II. ALLEGED VIOLATION OF ARTICLE 6 OF THE CONVENTION
- The
applicant complained under Article 6 of the Convention about the
allegedly excessive length of both sets of proceedings. He also
complained about the District Court’s refusal to provide him
with legal representation and alleged that the judge had been biased.
Article 6 provides, in so far as relevant:
“1. In the determination of his civil
rights and obligations ... everyone is entitled to a fair ... hearing
within a reasonable time by [a] ... tribunal ...”
- In
so far as the complaint concerns the first set of custody and access
proceedings that ended with the decision of the Moscow City Court of
16 April 2002, the Court finds that, since the present
application was introduced on 20 March 2004, the complaint must be
rejected for non-compliance with the six month time-limit, pursuant
to Article 35 §§ 3 and 4 of the Convention.
- In
so far as the complaint concerns the second set of access
proceedings, the Court observes that they lasted approximately eleven
months before two levels of jurisdiction, which is not “unreasonable”

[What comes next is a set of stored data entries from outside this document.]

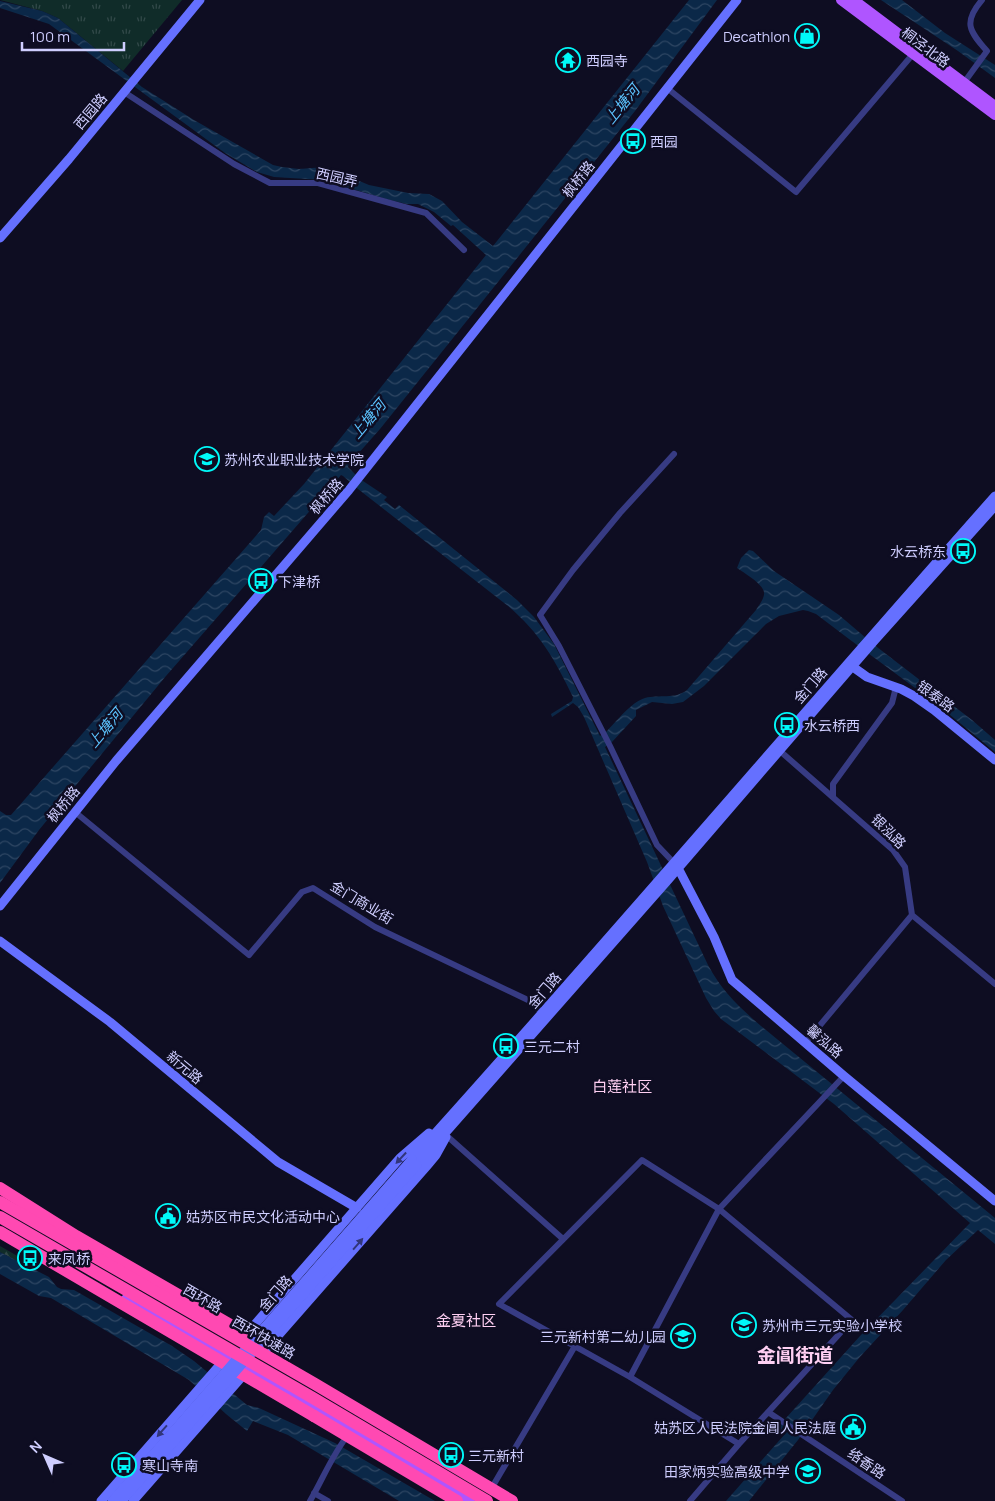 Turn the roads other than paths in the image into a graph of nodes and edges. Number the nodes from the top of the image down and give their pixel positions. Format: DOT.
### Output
graph roads {
  1 [pos="200,0"];
  2 [pos="737,0"];
  3 [pos="841,0"];
  4 [pos="854,0"];
  5 [pos="982,0"];
  6 [pos="912,54"];
  7 [pos="962,86"];
  8 [pos="127,88"];
  9 [pos="666,88"];
  10 [pos="995,106"];
  11 [pos="995,115"];
  12 [pos="0,238"];
  13 [pos="464,250"];
  14 [pos="674,454"];
  15 [pos="995,496"];
  16 [pos="995,506"];
  17 [pos="872,639"];
  18 [pos="861,653"];
  19 [pos="853,667"];
  20 [pos="896,687"];
  21 [pos="780,751"];
  22 [pos="995,760"];
  23 [pos="832,796"];
  24 [pos="75,812"];
  25 [pos="676,866"];
  26 [pos="0,906"];
  27 [pos="912,915"];
  28 [pos="0,941"];
  29 [pos="995,984"];
  30 [pos="544,1015"];
  31 [pos="806,1042"];
  32 [pos="841,1079"];
  33 [pos="454,1118"];
  34 [pos="447,1136"];
  35 [pos="414,1162"];
  36 [pos="0,1188"];
  37 [pos="0,1195"];
  38 [pos="995,1201"];
  39 [pos="0,1202"];
  40 [pos="357,1208"];
  41 [pos="719,1209"];
  42 [pos="0,1217"];
  43 [pos="0,1225"];
  44 [pos="0,1232"];
  45 [pos="563,1240"];
  46 [pos="245,1336"];
  47 [pos="575,1346"];
  48 [pos="266,1350"];
  49 [pos="224,1360"];
  50 [pos="246,1372"];
  51 [pos="630,1377"];
  52 [pos="366,1409"];
  53 [pos="768,1412"];
  54 [pos="352,1431"];
  55 [pos="739,1444"];
  56 [pos="494,1484"];
  57 [pos="314,1493"];
  58 [pos="101,1501"];
  59 [pos="112,1501"];
  60 [pos="122,1501"];
  61 [pos="133,1501"];
  62 [pos="310,1501"];
  63 [pos="328,1501"];
  64 [pos="457,1501"];
  65 [pos="470,1501"];
  66 [pos="487,1501"];
  67 [pos="512,1501"];
  68 [pos="522,1501"];
  69 [pos="690,1501"];
  70 [pos="902,1501"];
  1 -- 8 [label="main road, 西园路"];
  2 -- 9 [label="main road, 枫桥路"];
  3 -- 6 [label="main road, 桐泾北路"];
  4 -- 7 [label="main road, 桐泾北路"];
  5 -- 7 [label="street"];
  6 -- 7 [label="main road, 桐泾北路"];
  6 -- 9 [label="street"];
  7 -- 10 [label="main road, 桐泾北路"];
  7 -- 11 [label="main road, 桐泾北路"];
  8 -- 12 [label="main road, 西园路"];
  8 -- 13 [label="street, 西园弄"];
  9 -- 24 [label="main road, 枫桥路"];
  14 -- 25 [label="street"];
  15 -- 17 [label="main road, 金门路"];
  16 -- 17 [label="main road, 金门路"];
  17 -- 18 [label="main road, 金门路"];
  18 -- 19 [label="main road, 金门路"];
  18 -- 25 [label="main road, 金门路"];
  19 -- 20 [label="main road, 银泰路"];
  19 -- 21 [label="main road, 金门路"];
  20 -- 22 [label="main road, 银泰路"];
  20 -- 23 [label="street"];
  21 -- 23 [label="street, 银泓路"];
  21 -- 25 [label="main road, 金门路"];
  23 -- 27 [label="street, 银泓路"];
  24 -- 26 [label="main road, 枫桥路"];
  24 -- 30 [label="street, 金门商业街"];
  25 -- 30 [label="main road, 金门路"];
  25 -- 31 [label="main road, 馨泓路"];
  27 -- 29 [label="street"];
  27 -- 31 [label="street"];
  28 -- 40 [label="main road, 新元路"];
  30 -- 33 [label="main road, 金门路"];
  31 -- 32 [label="main road, 馨泓路"];
  32 -- 38 [label="main road, 馨泓路"];
  32 -- 41 [label="street"];
  33 -- 34 [label="main road"];
  33 -- 35 [label="main road, 金门路"];
  33 -- 40 [label="main road, one-way"];
  34 -- 45 [label="street"];
  48 -- 34 [label="main road, one-way"];
  35 -- 59 [label="main road, 金门路, bridge"];
  35 -- 60 [label="main road, 金门路, bridge"];
  36 -- 46 [label="highway"];
  37 -- 46 [label="main road, 西环路"];
  39 -- 67 [label="highway, 西环快速路, bridge"];
  40 -- 46 [label="main road"];
  41 -- 45 [label="street"];
  41 -- 51 [label="street"];
  41 -- 53 [label="street"];
  42 -- 66 [label="highway, 西环快速路, bridge"];
  43 -- 49 [label="main road"];
  44 -- 49 [label="highway"];
  45 -- 47 [label="street"];
  46 -- 48 [label="highway"];
  46 -- 49 [label="main road"];
  47 -- 51 [label="street"];
  47 -- 56 [label="street"];
  48 -- 50 [label="main road"];
  48 -- 52 [label="main road"];
  49 -- 50 [label="highway"];
  49 -- 58 [label="main road, one-way"];
  50 -- 54 [label="main road"];
  50 -- 61 [label="main road"];
  50 -- 64 [label="highway, bridge"];
  51 -- 55 [label="street"];
  52 -- 54 [label="street"];
  52 -- 56 [label="main road"];
  53 -- 55 [label="street"];
  53 -- 70 [label="street, 络香路"];
  54 -- 57 [label="street"];
  54 -- 65 [label="main road"];
  55 -- 69 [label="street"];
  56 -- 68 [label="main road"];
  57 -- 62 [label="street"];
  57 -- 63 [label="street"];
}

within the meaning of Article 6 § 1 of the Convention.
- As
regards the complaint concerning the District Court’s refusal
to provide the applicant with legal assistance, the Court notes that
one of the applicant’s representatives was removed from the
courtroom for contempt of court. The applicant then requested his
second representative to leave the courtroom and requested the judge
to appoint counsel for him. His request was refused. Firstly, there
is no indication that the order to the applicant’s first
representative to leave the courtroom was arbitrary. Secondly, in the
present circumstances the Court does not find that the domestic
courts were under an obligation to provide the applicant with legal
assistance. The complaint concerning the alleged bias of the judge is
unsubstantiated. Accordingly, there is no indication of unfairness
within the meaning of Article 6 of the Convention.
- It
follows that this part of the application must be rejected, pursuant
to Article 35 §§ 1 and 3 of the Convention.

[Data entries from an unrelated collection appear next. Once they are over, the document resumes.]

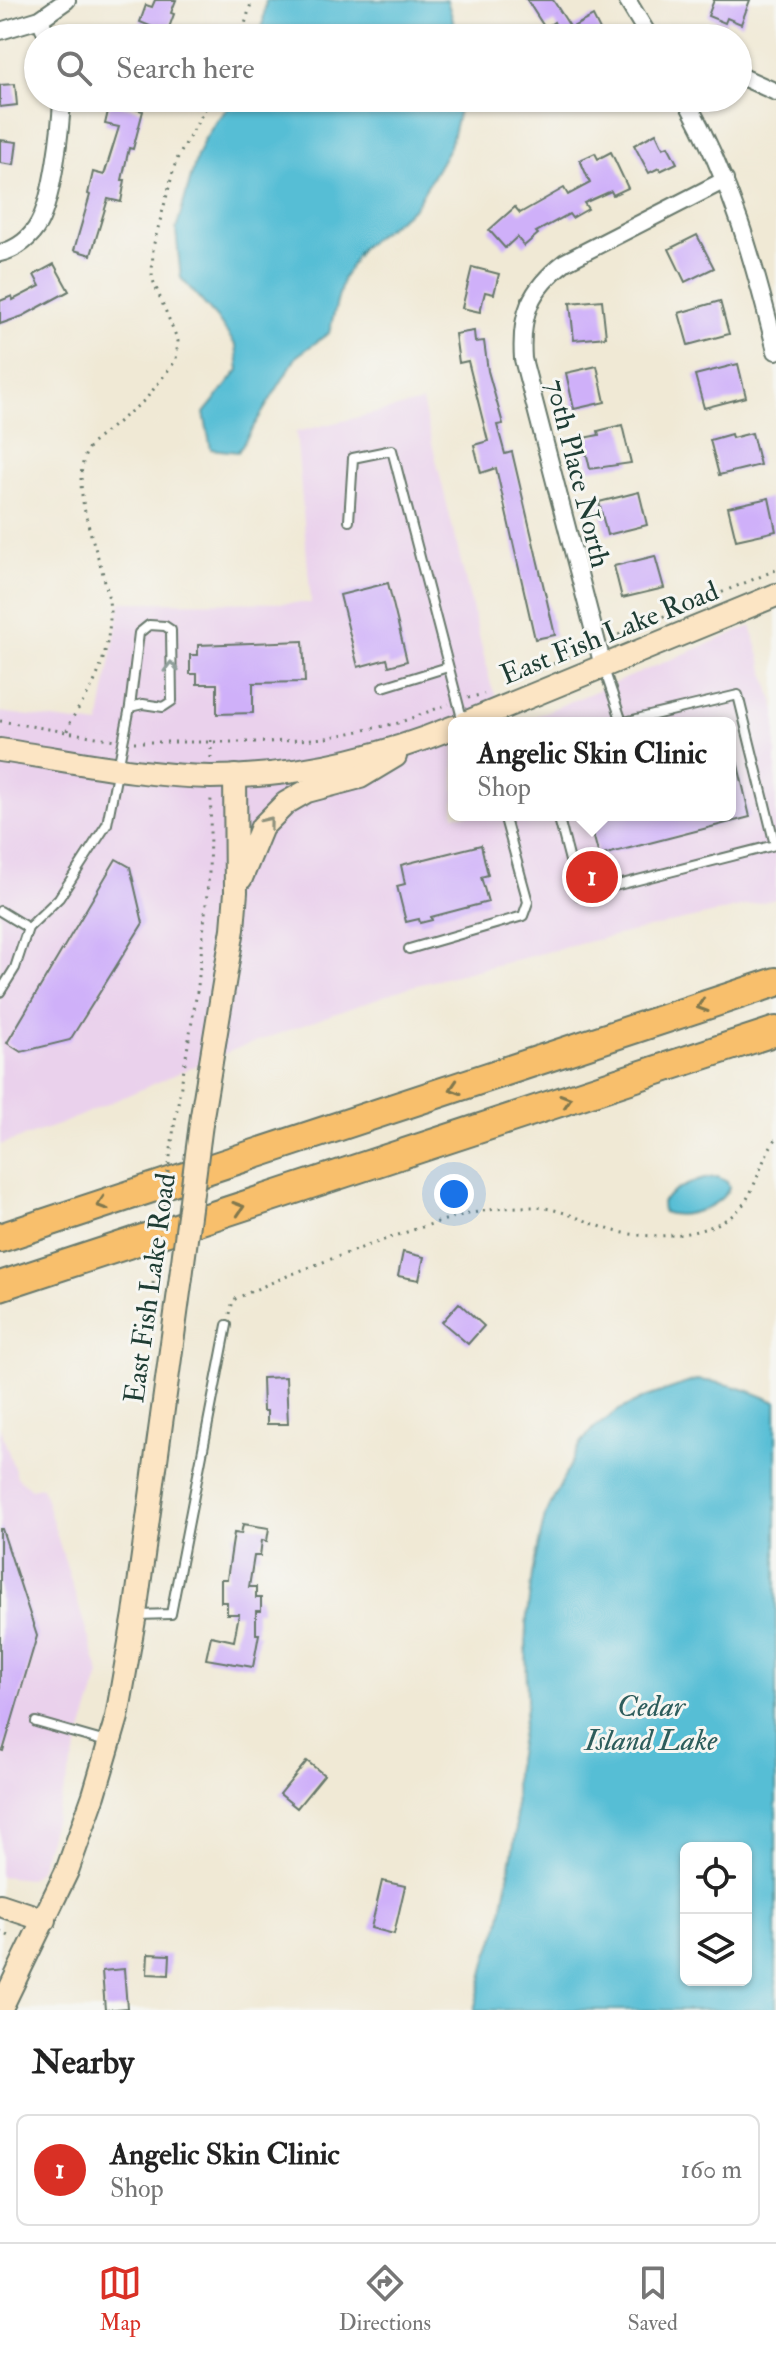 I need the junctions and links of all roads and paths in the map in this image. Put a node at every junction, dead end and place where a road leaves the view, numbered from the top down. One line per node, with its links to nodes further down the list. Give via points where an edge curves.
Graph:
1 (67, 0): 4 (street)
2 (252, 0): 6 (path)
3 (627, 0): 7 (street)
4 (40, 19): 5 (street); 8 (street)
5 (42, 24)
6 (245, 24)
7 (642, 24)
8 (0, 31)
9 (752, 81): 10 (street)
10 (776, 92)
11 (60, 112): 15 (street, via 39,223 27,240)
12 (203, 112): 28 (path, via 176,161 153,247 152,278 178,341 176,360 146,399 85,454 84,510 110,620 95,681)
13 (692, 112): 14 (street)
14 (725, 180): 16 (street); 19 (street, 70th Place North, via 565,262 547,276 525,314 523,359)
15 (0, 253)
16 (776, 351)
17 (349, 521): 20 (lane, via 353,458 392,450)
18 (776, 595): 19 (street, East Fish Lake Road)
19 (603, 666): 24 (street, East Fish Lake Road); 25 (lane)
20 (448, 667): 21 (lane); 23 (lane)
21 (383, 687)
22 (130, 707): 22 (lane, one-way to 22, via 163,707 172,701 171,630 165,626 149,625 139,633); 32 (lane)
23 (462, 717)
24 (479, 717)
25 (619, 717)
26 (646, 717): 36 (lane, via 738,695 775,845 579,895)
27 (448, 730): 30 (street)
28 (67, 731)
29 (211, 740): 34 (path)
30 (417, 743): 33 (street, via 331,764); 37 (street, one-way to 30, via 262,827 286,803 307,791 360,777)
31 (0, 750): 32 (street)
32 (117, 767): 34 (street); 39 (lane, via 107,824 59,898)
33 (235, 776): 34 (street); 37 (street, East Fish Lake Road)
34 (211, 777): 46 (path, bridge, via 198,986)
35 (506, 821): 40 (lane, via 528,902 523,916)
36 (560, 821)
37 (236, 892): 49 (street, East Fish Lake Road, bridge)
38 (0, 911): 39 (lane)
39 (28, 928): 42 (lane, via 15,968)
40 (409, 949)
41 (776, 982): 45 (highway, one-way to 45)
42 (0, 992)
43 (776, 1031): 47 (highway, one-way to 43)
44 (776, 1139): 48 (path, via 746,1202 708,1227 652,1237 537,1207 439,1221 313,1265 233,1300)
45 (0, 1238)
46 (153, 1284)
47 (0, 1286)
48 (227, 1325): 49 (lane, via 171,1614)
49 (135, 1614): 51 (street, East Fish Lake Road)
50 (36, 1722): 51 (lane)
51 (110, 1743): 53 (street, East Fish Lake Road)
52 (0, 1905): 53 (street)
53 (45, 1920): 56 (street, East Fish Lake Road)
54 (0, 1931): 55 (path)
55 (11, 1937)
56 (0, 2010)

III. OTHER ALLEGED VIOLATIONS OF THE CONVENTION
- The
applicant complained under Article 14 of the Convention that he had
been discriminated against on the ground of his gender and under
Article 5 of Protocol No. 7 about lack of equality between spouses
because his former wife had been granted full custody over the child
while he had been deprived of access to his daughter. He also
complained under Article 13 of the Convention that he had had no
effective remedies in relation to his complaint under Article 8 of
the Convention. Relying on Article 17 he asserted that the
deprivation of access rights to his child had not pursued any
legitimate aims.
- The
Court has examined those complaints and considers that, in the light
of all the material in its possession and in so far as the matters
complained of are within its competence, they do not disclose any
appearance of a violation of the rights and freedoms set out in the
Convention or its Protocols other then those examined above.

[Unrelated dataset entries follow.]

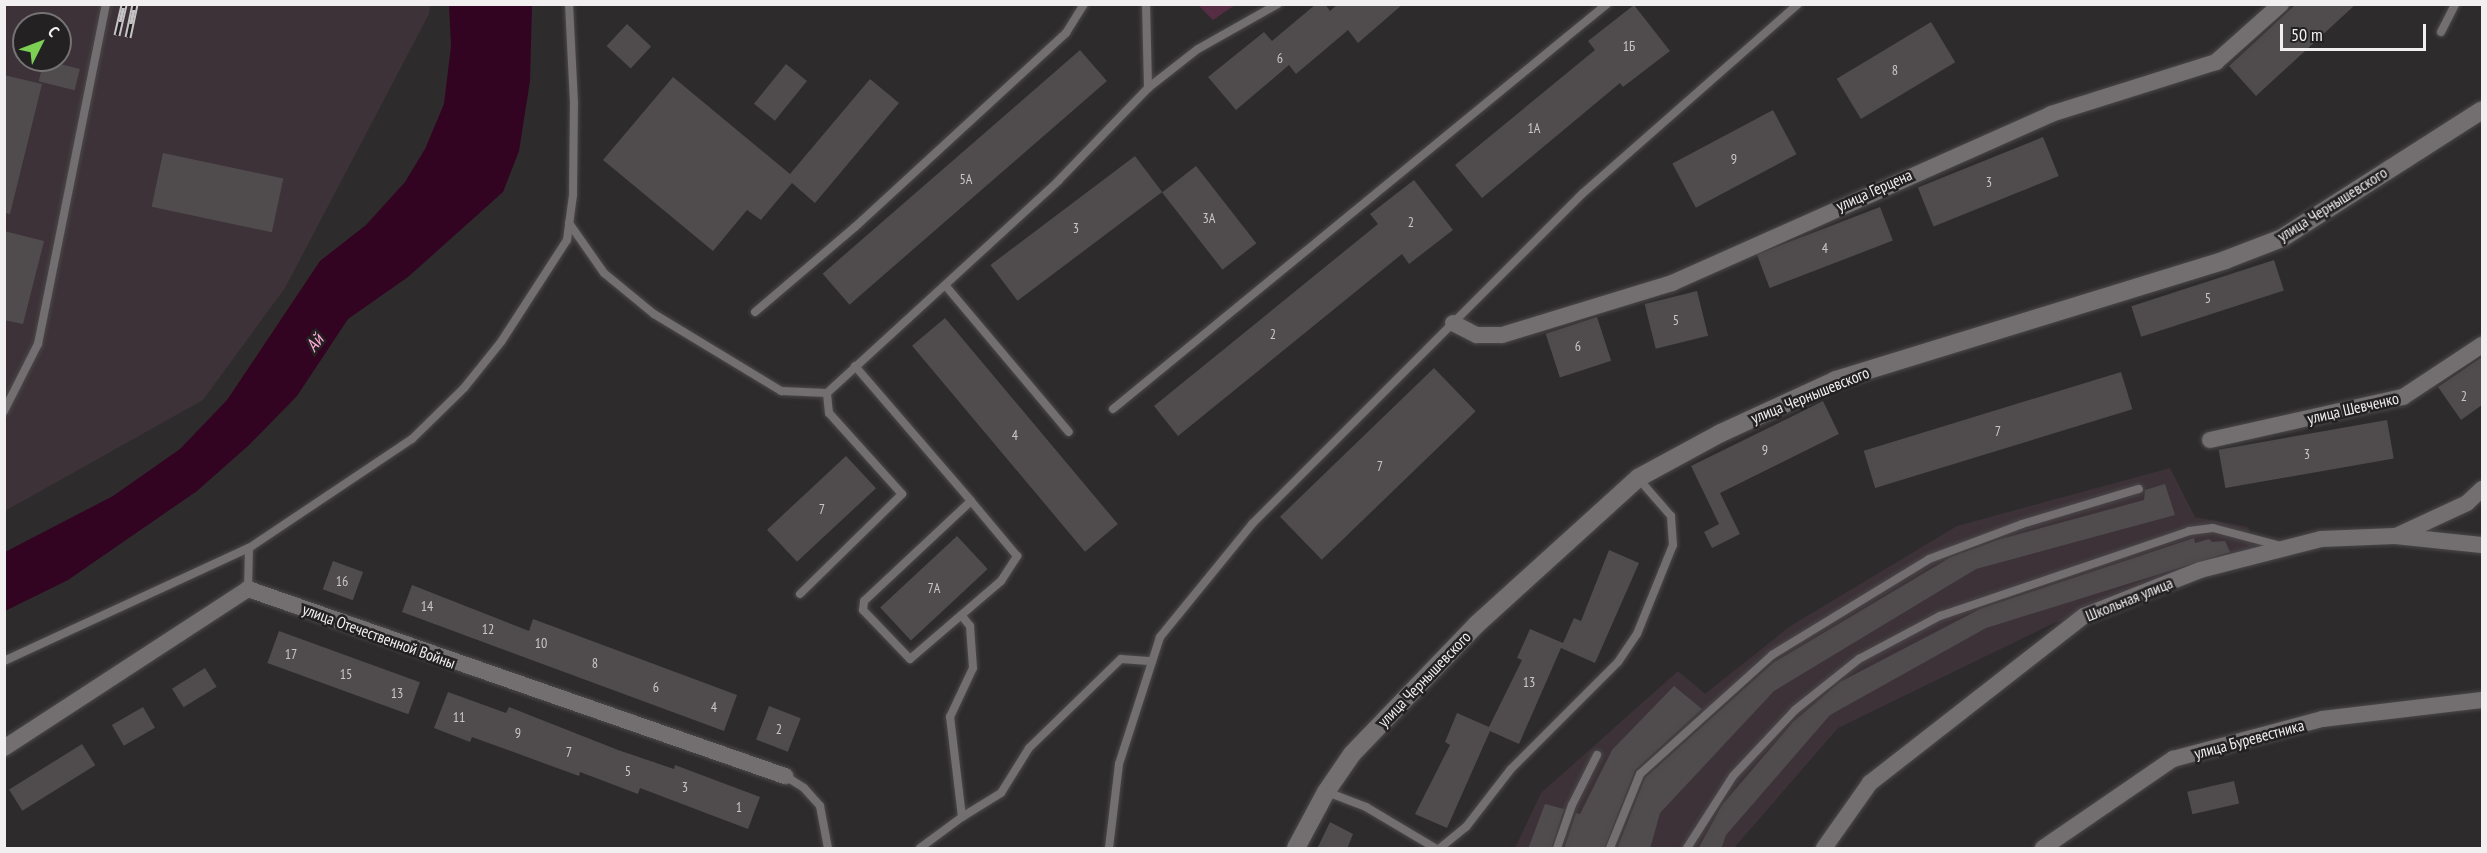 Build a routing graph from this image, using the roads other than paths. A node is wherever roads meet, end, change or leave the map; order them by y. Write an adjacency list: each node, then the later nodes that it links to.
1 (106, 4): 21 (lane)
2 (569, 4): 13 (lane)
3 (1084, 4): 15 (lane)
4 (1146, 4): 11 (lane)
5 (1278, 4): 11 (lane)
6 (1606, 4): 20 (lane)
7 (1798, 4): 16 (lane)
8 (2281, 4): 16 (street, улица Герцена)
9 (2455, 4): 10 (lane)
10 (2441, 32)
11 (1148, 88): 14 (lane)
12 (2482, 110): 24 (main road, улица Чернышевского)
13 (569, 223): 19 (lane); 31 (lane)
14 (945, 285): 18 (lane); 22 (lane)
15 (755, 312)
16 (1453, 323): 36 (lane)
17 (2482, 345): 23 (street, улица Шевченко)
18 (855, 366): 19 (lane); 27 (lane)
19 (827, 393): 33 (lane)
20 (1113, 409)
21 (4, 411)
22 (1069, 432)
23 (2210, 440)
24 (1638, 478): 41 (main road, улица Чернышевского); 48 (lane)
25 (2139, 489): 50 (lane)
26 (2482, 489): 28 (street)
27 (971, 501): 34 (lane); 34 (lane)
28 (2395, 536): 29 (street, Школьная улица); 30 (street, Школьная улица)
29 (2321, 539): 51 (lane); 52 (street, Школьная улица)
30 (2482, 544)
31 (249, 548): 32 (lane); 35 (lane)
32 (248, 589): 38 (street); 40 (street, улица Отечественной Войны)
33 (800, 594)
34 (961, 615): 42 (lane)
35 (4, 661)
36 (1152, 661): 42 (lane); 45 (lane)
37 (2482, 700): 53 (street, улица Буревестника)
38 (4, 748)
39 (1597, 755): 49 (lane)
40 (784, 776): 43 (lane)
41 (1326, 792): 46 (main road, улица Чернышевского); 47 (lane)
42 (963, 817): 44 (lane)
43 (828, 849)
44 (920, 849)
45 (1109, 849)
46 (1296, 849)
47 (1435, 849)
48 (1440, 849)
49 (1557, 849)
50 (1610, 849)
51 (1687, 849)
52 (1824, 849)
53 (2043, 849)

Accordingly, these complaints must be rejected in
accordance with Article 35 §§ 3 and 4 of the Convention.
FOR THESE REASONS, THE COURT UNANIMOUSLY
- Declares the complaint under Article 8
admissible and the remainder of the application inadmissible;
- Holds that there has been no violation of
Article 8 of the Convention;
Done in English, and notified in writing on 20 January 2011, pursuant
to Rule 77 §§ 2 and 3 of the Rules of Court.